When the ‘open’ flag is flying in the wind, stand on the nearest pier and wave until Bear arrives in his dinghy, or a sympathetic boat driver offers a lift. Waving for one’s dinner might feel undignified, but it’s worth it to sample Bear’s secret batter recipe. The Hideaway’s opening hours are 11.30am to 11pm, but if there’s a good crowd they’ll stay open later.
The main town in Vava’u, Neiafu, is a dusty high street. Visiting the main sights, including the market and the cathedral, won’t take more than a day or two. Book a bed and get out to one of the 40 surrounding islands instead.
“If you really want to get away from it all you can take a boat ride or even kayak out to one of the many uninhabited islands and pull up on a white sandy beach with a picnic for a day. For those who arrive by sailing boat these islands provide numerous safe uncrowded anchorages,” Hunt says.
There are plenty of resorts that will empty the wallet, and present a bar bill to rival the cost of a room, but there are also backpacker-friendly options around Vava’u, including a guesthouse on Ofu, a small island with only a handful of homes on it. This is basic accommodation – there is no electricity in the small huts, and the showers are fed from the rain tank, so don’t expect hot water. But that’s part of its charm: see starfish lazing in the shallows, sleep so close to the beach that you wake to the sound of waves and enjoy a view of the stars uninterrupted by light pollution.
The best way to experience the diverse marine life of the South Pacific is to strap on an oxygen tank and go underwater. Cliffs faces below the water’s surface in Vava’u are magnets for coral, and the waters are home to scores of tropical fish. One minute a clown fish can be seen scrubbing itself on an anemone, the next a humpback whale could swim past.

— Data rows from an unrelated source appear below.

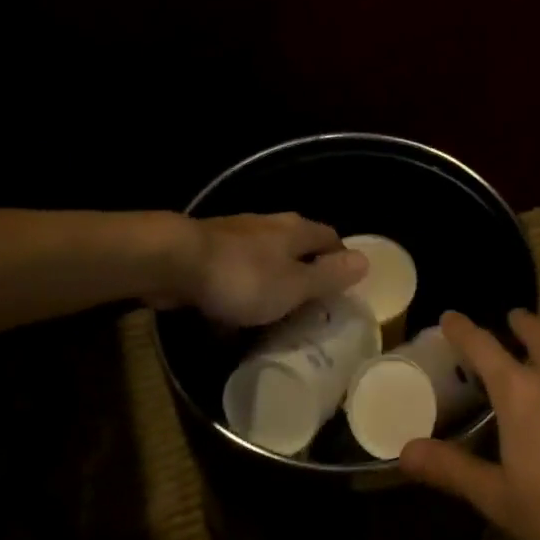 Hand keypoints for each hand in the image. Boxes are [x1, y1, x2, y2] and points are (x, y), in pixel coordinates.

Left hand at [164, 213, 366, 327]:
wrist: (174, 261)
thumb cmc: (242, 277)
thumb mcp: (294, 285)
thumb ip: (328, 276)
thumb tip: (366, 260)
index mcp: (296, 230)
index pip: (331, 238)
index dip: (340, 261)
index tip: (342, 290)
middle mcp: (270, 225)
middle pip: (298, 247)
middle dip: (304, 273)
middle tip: (309, 306)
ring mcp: (237, 235)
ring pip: (265, 259)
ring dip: (271, 282)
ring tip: (273, 314)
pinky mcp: (209, 250)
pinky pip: (236, 271)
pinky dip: (241, 289)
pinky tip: (233, 314) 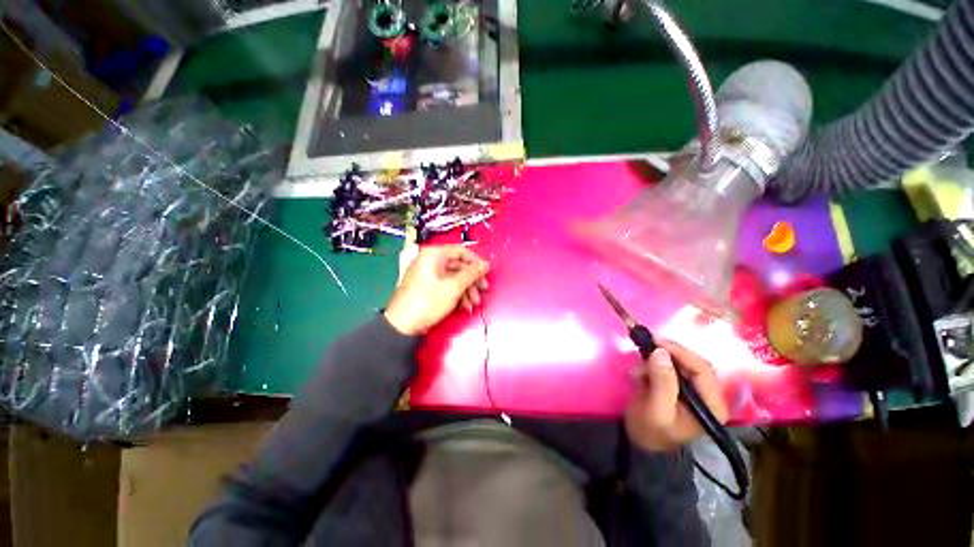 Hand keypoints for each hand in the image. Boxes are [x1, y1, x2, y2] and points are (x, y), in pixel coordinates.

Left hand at [384, 245, 489, 335]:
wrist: (402, 325)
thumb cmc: (425, 303)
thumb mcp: (453, 287)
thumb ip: (471, 274)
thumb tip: (485, 265)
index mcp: (433, 255)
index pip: (461, 251)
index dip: (476, 262)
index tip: (485, 273)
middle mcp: (430, 261)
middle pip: (459, 265)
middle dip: (472, 280)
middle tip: (482, 290)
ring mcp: (428, 274)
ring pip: (454, 277)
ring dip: (467, 289)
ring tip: (474, 302)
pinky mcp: (428, 286)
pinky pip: (447, 284)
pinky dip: (457, 293)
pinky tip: (464, 305)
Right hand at [624, 340, 727, 452]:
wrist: (641, 444)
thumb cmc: (651, 431)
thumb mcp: (656, 409)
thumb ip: (662, 382)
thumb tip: (660, 352)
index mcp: (712, 405)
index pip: (702, 369)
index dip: (681, 353)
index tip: (656, 342)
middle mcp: (708, 396)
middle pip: (692, 364)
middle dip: (667, 356)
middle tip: (645, 349)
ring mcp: (694, 391)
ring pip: (679, 364)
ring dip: (657, 362)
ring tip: (639, 371)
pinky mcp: (679, 388)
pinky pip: (669, 368)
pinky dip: (653, 366)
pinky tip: (641, 374) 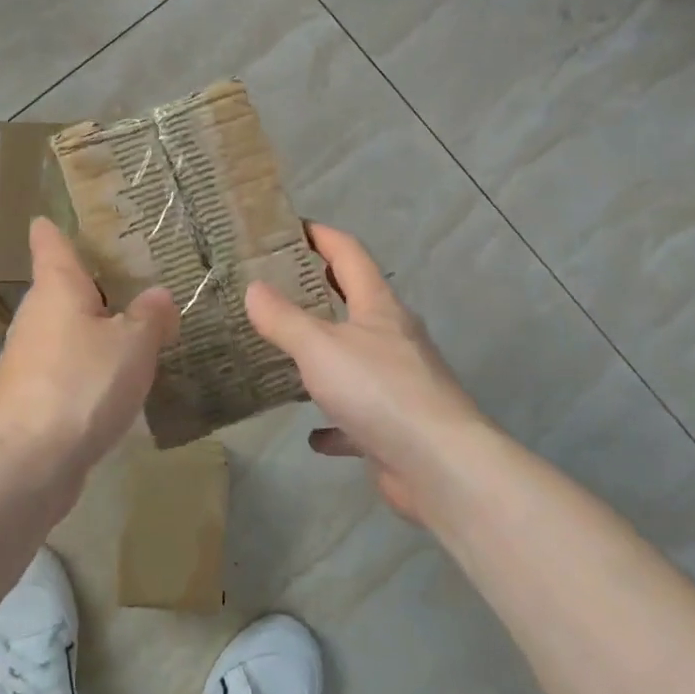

Don’t expect to see a whale during every dive though, as it is an incredibly rare experience.
“The coral is healthy and vibrant with a good variety of hard and soft corals and fish life,” says Hunt. “There is great diving for new divers through to advanced divers wanting to go deeper.”
For unqualified divers, or for those who prefer to keep their heads above water, snorkelling is the next best thing. The water is so clear that visibility is strong even from high above the seabed. Join a dive boat for a snorkel among Vava’u’s more remote atolls or seek out one of the organised snorkelling tours on offer along Neiafu’s high street.
There are lots of ways to get to Swallows Cave, on the north-west corner of Kapa Island. It’s a staple on snorkelling trips, and certain scuba dives enter through the underwater tunnel. Hiring a kayak for the day and paddling there from Neiafu is also possible. The cave has tall ceilings worthy of a cathedral dome, and is bathed in a soft light filtering through the canopy growing over a hole in the top. Under the water is just as spectacular, as the cave is often used as a shelter by thousands of sardines in what is known as a ‘bait ball’. Watch as they sparkle in the sunlight, or watch them scatter during a free diving practice. There is also an added bonus cave to the left of the entrance waiting to be discovered.
“This huge open-air sea cave is sheltered from the prevailing wind making it glassy calm for snorkelling,” Hunt says. “Inside the cave you often find a large school of bait fish slowly swimming around seeking refuge from the bluefin trevally that patrol the entrance. In the late afternoon the sun’s rays reach into the back of the cave giving a wonderful light show as it sparkles off the bottom.”